**** INPUT FOR THIS TASK
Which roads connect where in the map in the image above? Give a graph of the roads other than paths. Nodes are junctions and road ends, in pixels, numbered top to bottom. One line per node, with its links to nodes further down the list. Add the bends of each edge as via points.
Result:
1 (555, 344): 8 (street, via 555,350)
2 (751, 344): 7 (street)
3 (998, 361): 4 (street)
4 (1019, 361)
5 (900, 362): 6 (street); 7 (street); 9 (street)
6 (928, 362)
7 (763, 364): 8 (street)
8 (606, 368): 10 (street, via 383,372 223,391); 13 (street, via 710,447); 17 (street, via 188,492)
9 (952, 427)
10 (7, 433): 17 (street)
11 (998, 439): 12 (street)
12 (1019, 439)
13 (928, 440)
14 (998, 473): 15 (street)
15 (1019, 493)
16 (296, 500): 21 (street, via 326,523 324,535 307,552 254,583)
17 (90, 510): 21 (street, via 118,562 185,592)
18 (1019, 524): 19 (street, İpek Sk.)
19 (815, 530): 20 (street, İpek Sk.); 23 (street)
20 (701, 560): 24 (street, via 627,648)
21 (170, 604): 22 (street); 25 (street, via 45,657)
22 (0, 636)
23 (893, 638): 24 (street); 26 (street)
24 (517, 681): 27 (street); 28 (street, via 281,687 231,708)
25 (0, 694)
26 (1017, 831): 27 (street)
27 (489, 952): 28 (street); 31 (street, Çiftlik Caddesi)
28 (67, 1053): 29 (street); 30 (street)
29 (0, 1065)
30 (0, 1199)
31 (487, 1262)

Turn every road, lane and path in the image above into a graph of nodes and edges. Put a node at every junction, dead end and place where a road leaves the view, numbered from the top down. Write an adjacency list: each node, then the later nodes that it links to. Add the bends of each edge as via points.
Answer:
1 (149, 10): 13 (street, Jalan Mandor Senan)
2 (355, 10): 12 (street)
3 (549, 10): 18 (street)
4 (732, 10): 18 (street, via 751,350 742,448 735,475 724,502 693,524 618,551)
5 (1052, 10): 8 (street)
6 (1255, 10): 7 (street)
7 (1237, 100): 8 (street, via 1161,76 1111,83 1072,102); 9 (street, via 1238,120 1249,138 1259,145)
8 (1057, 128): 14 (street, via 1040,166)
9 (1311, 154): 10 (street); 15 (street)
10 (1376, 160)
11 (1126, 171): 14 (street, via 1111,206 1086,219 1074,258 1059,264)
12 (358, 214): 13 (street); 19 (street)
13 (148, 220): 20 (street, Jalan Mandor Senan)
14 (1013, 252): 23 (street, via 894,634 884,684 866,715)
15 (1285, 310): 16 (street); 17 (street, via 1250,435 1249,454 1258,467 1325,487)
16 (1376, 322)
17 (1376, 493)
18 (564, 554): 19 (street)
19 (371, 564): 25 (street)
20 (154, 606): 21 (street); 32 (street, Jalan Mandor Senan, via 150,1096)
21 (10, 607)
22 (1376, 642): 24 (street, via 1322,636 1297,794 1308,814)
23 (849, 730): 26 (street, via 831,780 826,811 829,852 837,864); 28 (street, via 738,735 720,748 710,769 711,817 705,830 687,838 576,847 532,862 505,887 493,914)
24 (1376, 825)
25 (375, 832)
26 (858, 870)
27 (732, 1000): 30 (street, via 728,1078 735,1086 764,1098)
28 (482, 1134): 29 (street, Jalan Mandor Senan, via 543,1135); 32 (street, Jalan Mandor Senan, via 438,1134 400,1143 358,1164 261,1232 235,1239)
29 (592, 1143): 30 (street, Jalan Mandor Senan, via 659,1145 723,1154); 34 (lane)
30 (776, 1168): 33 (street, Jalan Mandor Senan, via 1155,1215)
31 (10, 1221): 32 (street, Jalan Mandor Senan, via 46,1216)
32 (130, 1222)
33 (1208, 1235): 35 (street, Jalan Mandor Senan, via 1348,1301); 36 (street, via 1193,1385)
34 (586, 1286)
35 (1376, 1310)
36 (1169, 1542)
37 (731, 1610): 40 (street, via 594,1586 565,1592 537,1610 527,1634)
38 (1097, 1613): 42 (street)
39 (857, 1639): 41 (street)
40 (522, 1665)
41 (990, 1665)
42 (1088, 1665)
********
- TASK BRIEF: Would you write the records out again, word for word?

- OUTPUT FOR THIS EXERCISE:
Which roads connect where in the map in the image above? Give a graph of the roads other than paths. Nodes are junctions and road ends, in pixels, numbered top to bottom. One line per node, with its links to nodes further down the list. Add the bends of each edge as via points.
Result:
1 (555, 344): 8 (street, via 555,350)
2 (751, 344): 7 (street)
3 (998, 361): 4 (street)
4 (1019, 361)
5 (900, 362): 6 (street); 7 (street); 9 (street)
6 (928, 362)
7 (763, 364): 8 (street)
8 (606, 368): 10 (street, via 383,372 223,391); 13 (street, via 710,447); 17 (street, via 188,492)
9 (952, 427)
10 (7, 433): 17 (street)
11 (998, 439): 12 (street)
12 (1019, 439)
13 (928, 440)
14 (998, 473): 15 (street)
15 (1019, 493)
16 (296, 500): 21 (street, via 326,523 324,535 307,552 254,583)
17 (90, 510): 21 (street, via 118,562 185,592)
18 (1019, 524): 19 (street, İpek Sk.)
19 (815, 530): 20 (street, İpek Sk.); 23 (street)
20 (701, 560): 24 (street, via 627,648)
21 (170, 604): 22 (street); 25 (street, via 45,657)
22 (0, 636)
23 (893, 638): 24 (street); 26 (street)
24 (517, 681): 27 (street); 28 (street, via 281,687 231,708)
25 (0, 694)
26 (1017, 831): 27 (street)
27 (489, 952): 28 (street); 31 (street, Çiftlik Caddesi)
28 (67, 1053): 29 (street); 30 (street)
29 (0, 1065)
30 (0, 1199)
31 (487, 1262)

Turn every road, lane and path in the image above into a graph of nodes and edges. Put a node at every junction, dead end and place where a road leaves the view, numbered from the top down. Write an adjacency list: each node, then the later nodes that it links to. Add the bends of each edge as via points.
Answer:
1 (149, 10): 13 (street, Jalan Mandor Senan)
2 (355, 10): 12 (street)
3 (549, 10): 18 (street)
4 (732, 10): 18 (street, via 751,350 742,448 735,475 724,502 693,524 618,551)
5 (1052, 10): 8 (street)
6 (1255, 10): 7 (street)
7 (1237, 100): 8 (street, via 1161,76 1111,83 1072,102); 9 (street, via 1238,120 1249,138 1259,145)
8 (1057, 128): 14 (street, via 1040,166)
9 (1311, 154): 10 (street); 15 (street)
10 (1376, 160)
11 (1126, 171): 14 (street, via 1111,206 1086,219 1074,258 1059,264)
12 (358, 214): 13 (street); 19 (street)
13 (148, 220): 20 (street, Jalan Mandor Senan)
14 (1013, 252): 23 (street, via 894,634 884,684 866,715)
15 (1285, 310): 16 (street); 17 (street, via 1250,435 1249,454 1258,467 1325,487)
16 (1376, 322)
17 (1376, 493)
18 (564, 554): 19 (street)
19 (371, 564): 25 (street)
20 (154, 606): 21 (street); 32 (street, Jalan Mandor Senan, via 150,1096)
21 (10, 607)
22 (1376, 642): 24 (street, via 1322,636 1297,794 1308,814)
23 (849, 730): 26 (street, via 831,780 826,811 829,852 837,864); 28 (street, via 738,735 720,748 710,769 711,817 705,830 687,838 576,847 532,862 505,887 493,914)
24 (1376, 825)
25 (375, 832)
26 (858, 870)
27 (732, 1000): 30 (street, via 728,1078 735,1086 764,1098)
28 (482, 1134): 29 (street, Jalan Mandor Senan, via 543,1135); 32 (street, Jalan Mandor Senan, via 438,1134 400,1143 358,1164 261,1232 235,1239)
29 (592, 1143): 30 (street, Jalan Mandor Senan, via 659,1145 723,1154); 34 (lane)
30 (776, 1168): 33 (street, Jalan Mandor Senan, via 1155,1215)
31 (10, 1221): 32 (street, Jalan Mandor Senan, via 46,1216)
32 (130, 1222)
33 (1208, 1235): 35 (street, Jalan Mandor Senan, via 1348,1301); 36 (street, via 1193,1385)
34 (586, 1286)
35 (1376, 1310)
36 (1169, 1542)
37 (731, 1610): 40 (street, via 594,1586 565,1592 537,1610 527,1634)
38 (1097, 1613): 42 (street)
39 (857, 1639): 41 (street)
40 (522, 1665)
41 (990, 1665)
42 (1088, 1665)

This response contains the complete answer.